Thanks for the response. My wife does have an FSA so it appears I will not be able to contribute to an HSA. Lesson learned for next enrollment period.
@ebenann wrote:
Thanks for the response. My wife does have an FSA so it appears I will not be able to contribute to an HSA. Lesson learned for next enrollment period.
Some more info about FSAs then.
If your wife is "covered" by an FSA for the period Jan 1-December 31, then you are ineligible even if all the money was spent before the end of the coverage period. Some plans have a 2 month grace period, allowing expenses that occur as late as Feb 28 of the next year to be reimbursed even though the FSA ended on 12/31. In the case of a grace period, you are still "covered" if there are funds in the FSA but you are not covered if the funds are used up before the start of the grace period.
Also, if your wife's plan is not on a calendar year basis but something else (like July 1-June 30), then you would be eligible to contribute when the FSA ends. And in that case, you can use the "last month rule" to contribute the full amount to your HSA as if you were eligible all year.
Lastly, your wife can enroll in a "limited purpose FSA" at the next enrollment cycle without making you ineligible to contribute to an HSA, assuming her employer offers limited purpose FSAs. A limited purpose FSA is only allowed to cover things like contacts, eyeglasses, dental care, braces, and a few other things that don't interfere with your HDHP. So a limited purpose FSA could be used to pay for glasses or contacts without having to dip into the HSA, if her employer offers it. You can read more about all these rules here.

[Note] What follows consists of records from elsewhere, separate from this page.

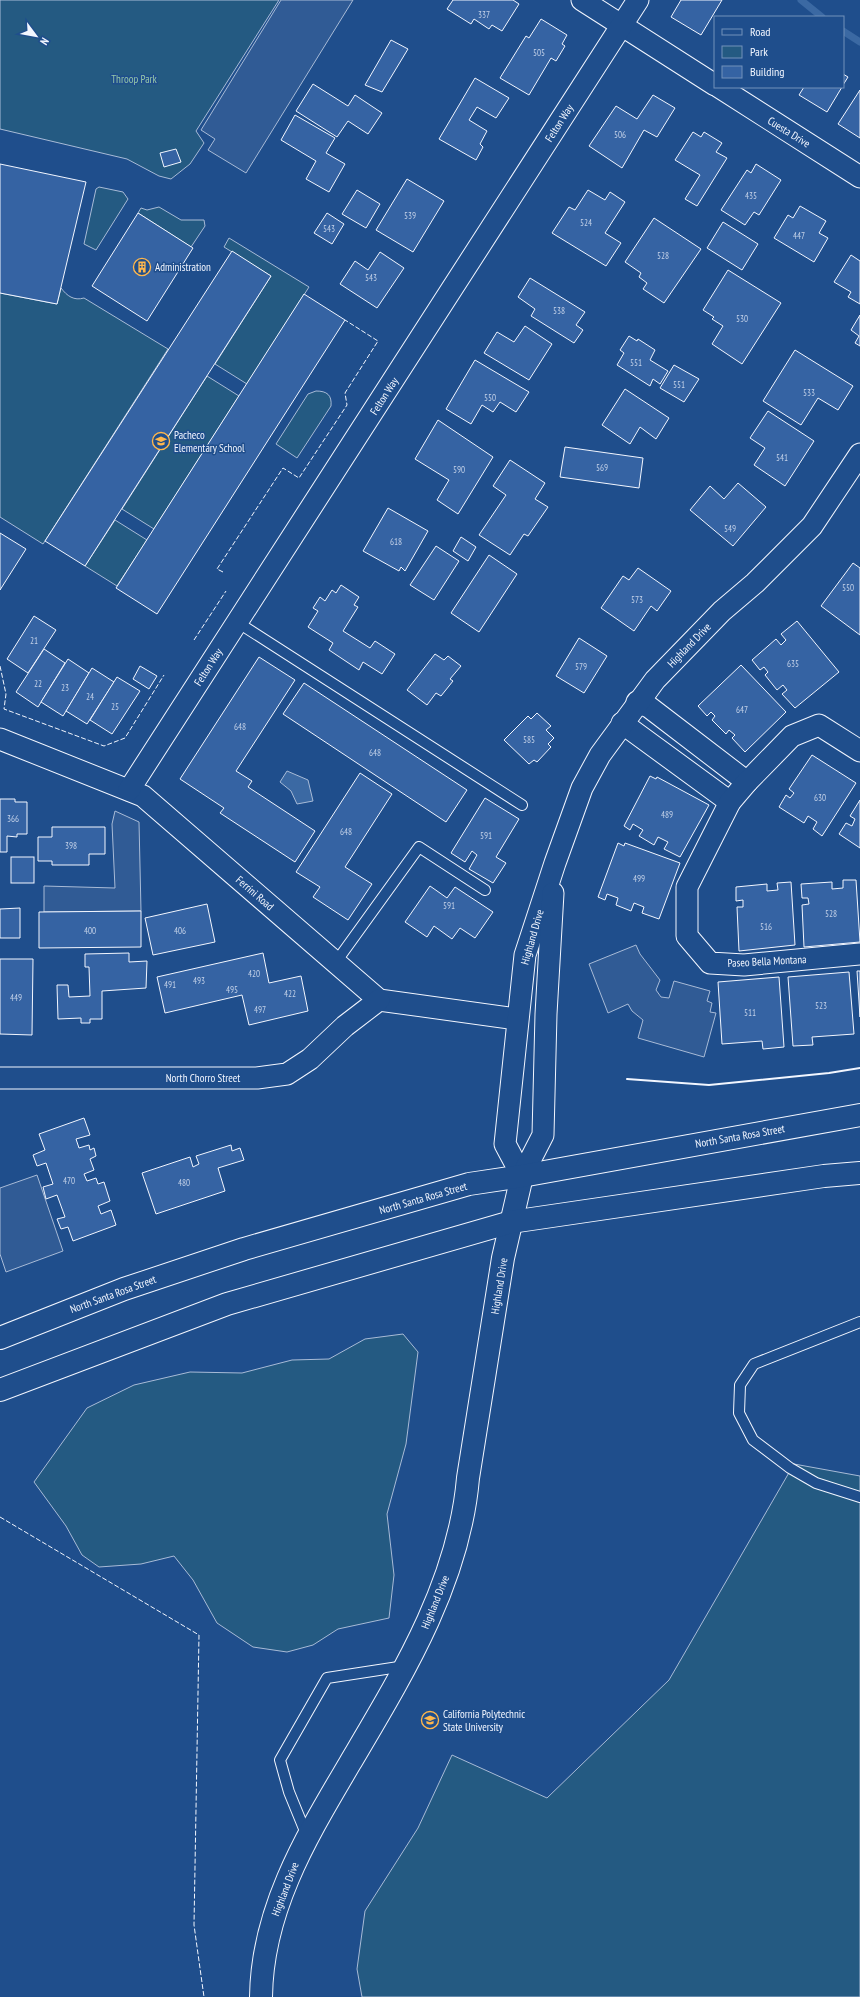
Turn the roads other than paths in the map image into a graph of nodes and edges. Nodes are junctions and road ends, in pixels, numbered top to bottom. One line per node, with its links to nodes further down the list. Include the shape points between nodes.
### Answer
1 (582, 0): 3 (street)
2 (638, 0): 3 (street, Felton Way)
3 (622, 26): 4 (street); 8 (street, Felton Way)
4 (714, 84)
5 (721, 88): 6 (street, Cuesta Drive)
6 (860, 177)
7 (860, 454): 9 (street, Highland Drive, via 812,526 755,583 722,611)
8 (237, 622): 14 (street, Felton Way); 16 (lane)
9 (637, 702): 10 (street, Highland Drive); 13 (street, via 649,707)
10 (622, 723): 15 (street); 17 (street, Highland Drive, via 582,788)
11 (0, 739): 14 (street, Ferrini Road)
12 (860, 751): 13 (street, Paseo Bella Montana, via 819,725 792,736)
13 (747, 782): 15 (street, Paseo Bella Montana)
14 (129, 790): 20 (street, Ferrini Road, via 143,796)
15 (730, 802): 19 (street, Paseo Bella Montana, via 687,887 687,936 710,963 744,965)
16 (522, 805)
17 (555, 863): 22 (street, Highland Drive, via 525,955); 26 (street, Highland Drive, via 546,1014 543,1135)
18 (485, 890): 20 (lane, via 419,847)
19 (860, 954)
20 (336, 962): 21 (street, Ferrini Road)
21 (379, 1000): 22 (street); 23 (street, North Chorro Street, via 345,1026 310,1059 287,1074 257,1078)
22 (517, 1019): 26 (street, Highland Drive, via 505,1144)
23 (0, 1078)
24 (860, 1115): 26 (main road, North Santa Rosa Street)
25 (860, 1173): 27 (main road, via 824,1176)
26 (522, 1176): 27 (main road, Highland Drive); 29 (main road, North Santa Rosa Street, via 469,1184 244,1249 124,1289)
27 (511, 1222): 30 (main road, via 227,1304); 32 (main road, Highland Drive, via 468,1478 465,1510 450,1565 429,1620)
28 (860, 1322): 31 (lane, via 754,1364 740,1385 739,1413 753,1440 790,1468 816,1483)
29 (0, 1338)
30 (0, 1390)
31 (860, 1497)
32 (405, 1666): 33 (main road, Highland Drive); 33 (lane, via 327,1678 280,1760 289,1792)
33 (308, 1838): 34 (main road, Highland Drive, via 289,1872 272,1924 261,1983)
34 (261, 1997)

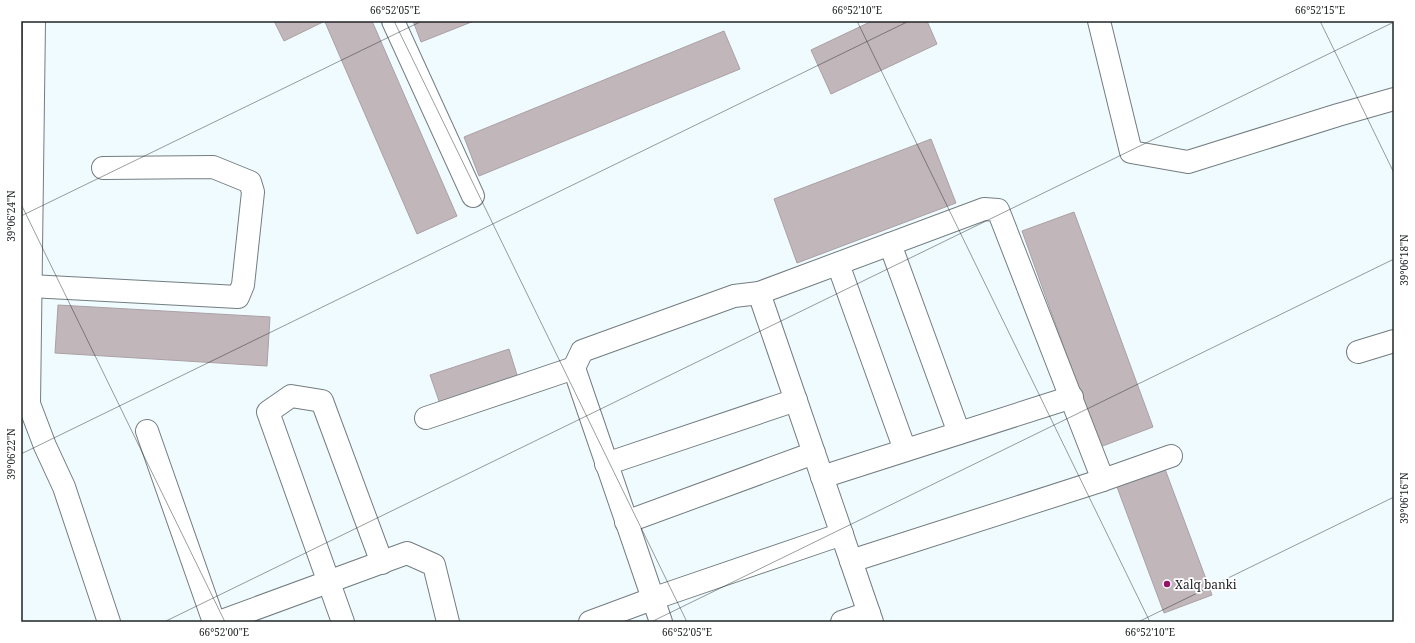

"If your wife is "covered" by an FSA for the period Jan 1-December 31, then you are ineligible even if all the money was spent before the end of the coverage period."
To be more accurate, you are ineligible to contribute to an HSA for the period not because your wife is covered by the FSA but because your wife's FSA also covers you as spouse.
What happens to the employer contributions to the HSA, my contribution will be 0 but it appears my employer still contributes $1000 to the HSA in the plan year. Does this make me non compliant to the IRS rules?
@ebenann wrote:
What happens to the employer contributions to the HSA, my contribution will be 0 but it appears my employer still contributes $1000 to the HSA in the plan year. Does this make me non compliant to the IRS rules?
If you are ineligible for all of 2023 but your employer contributes $1000, you must either:
a. withdraw the $1000 before April 15, 2024 as a "return of excess contribution." It will be added back to your taxable income (because you aren't eligible to exclude it from income) but you won't pay a penalty. Note that a return of excess contribution is a special procedure that may require a special form, it is not a regular withdrawal.
b. leave the money in the account. It will be added back to your taxable income (because you aren't eligible to exclude it from income) and it will be subject to a 6% penalty. It will be considered "excess funds" in the account and will be subject to a further 6% penalty for every future year that it remains considered to be excess. If you plan to be eligible in 2024, the easiest way to remove the excess will be to contribute less than the maximum in 2024 which allows you to apply the prior excess to the new year limit and "use up" the excess. For example, if the 2024 limit were $7800, you could contribute $6800 (combined you and your employer) and the old $1000 excess would be counted toward your overall limit.
If you want to keep the account open, because you plan to be eligible in the future, it might be worth eating the $60 penalty for 2023. It's up to you.
Also, if you spend the $1000 for qualified medical expenses, there will be no penalty because the penalty is calculated from the amount of excess contribution in the account or the account balance, whichever is less. (The excess contribution will still be added back to your taxable income no matter what.)